Exact copies of all entries are needed. Pictures are to be left out.
-=-=-=-=-
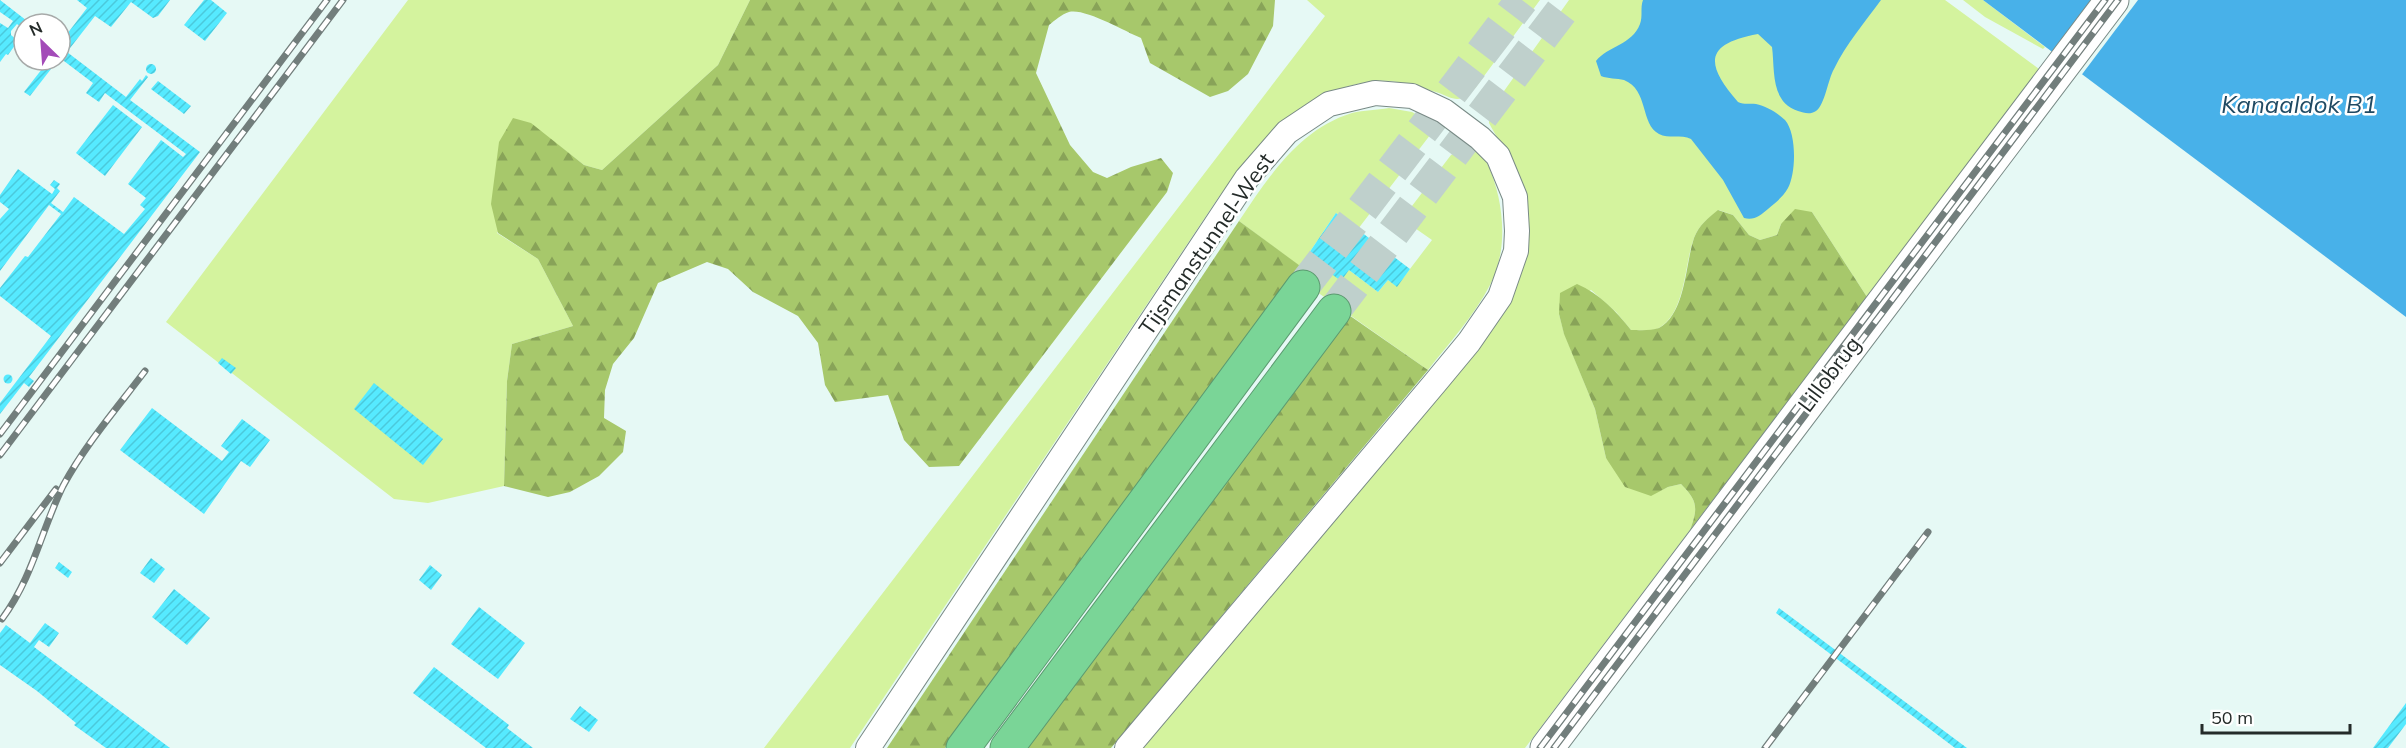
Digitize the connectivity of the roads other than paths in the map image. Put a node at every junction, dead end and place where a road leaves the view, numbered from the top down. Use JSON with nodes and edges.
{"nodes":[{"id":1,"x":2112,"y":0,"type":"edge"},
{"id":2,"x":1304,"y":287,"type":"tunnel mouth"},
{"id":3,"x":1335,"y":311,"type":"tunnel mouth"},
{"id":4,"x":868,"y":748,"type":"edge"},
{"id":5,"x":963,"y":748,"type":"edge"},
{"id":6,"x":1007,"y":748,"type":"edge"},
{"id":7,"x":1127,"y":748,"type":"edge"},
{"id":8,"x":1547,"y":748,"type":"edge"}],
"edges":[{"from":1,"to":8,"type":"street","name":"Lillobrug"},
{"from":2,"to":5,"type":"highway"},
{"from":3,"to":6,"type":"highway"},
{"from":4,"to":7,"type":"street","name":"Tijsmanstunnel-West"}]}
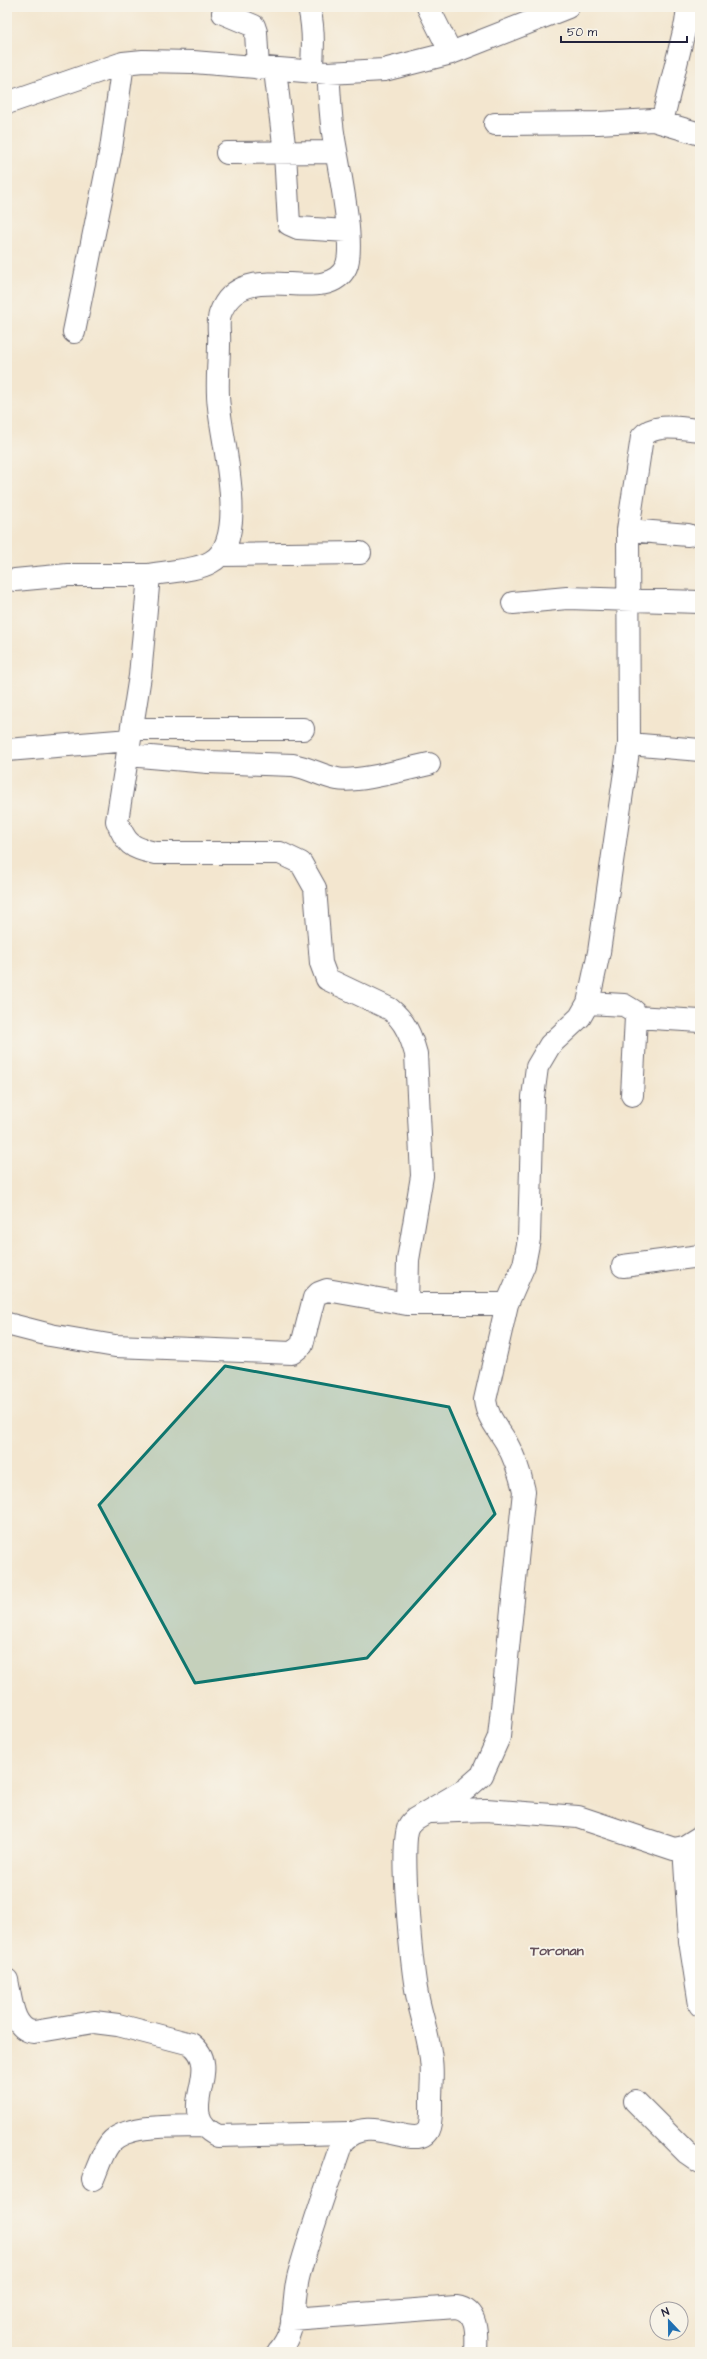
-=-=-=-=-
**Response to the exercise:**
Digitize the connectivity of the roads other than paths in the map image. Put a node at every junction, dead end and place where a road leaves the view, numbered from the top down. Use JSON with nodes and edges.
{"nodes":[{"id":1,"x":2112,"y":0,"type":"edge"},
{"id":2,"x":1304,"y":287,"type":"tunnel mouth"},
{"id":3,"x":1335,"y":311,"type":"tunnel mouth"},
{"id":4,"x":868,"y":748,"type":"edge"},
{"id":5,"x":963,"y":748,"type":"edge"},
{"id":6,"x":1007,"y":748,"type":"edge"},
{"id":7,"x":1127,"y":748,"type":"edge"},
{"id":8,"x":1547,"y":748,"type":"edge"}],
"edges":[{"from":1,"to":8,"type":"street","name":"Lillobrug"},
{"from":2,"to":5,"type":"highway"},
{"from":3,"to":6,"type":"highway"},
{"from":4,"to":7,"type":"street","name":"Tijsmanstunnel-West"}]}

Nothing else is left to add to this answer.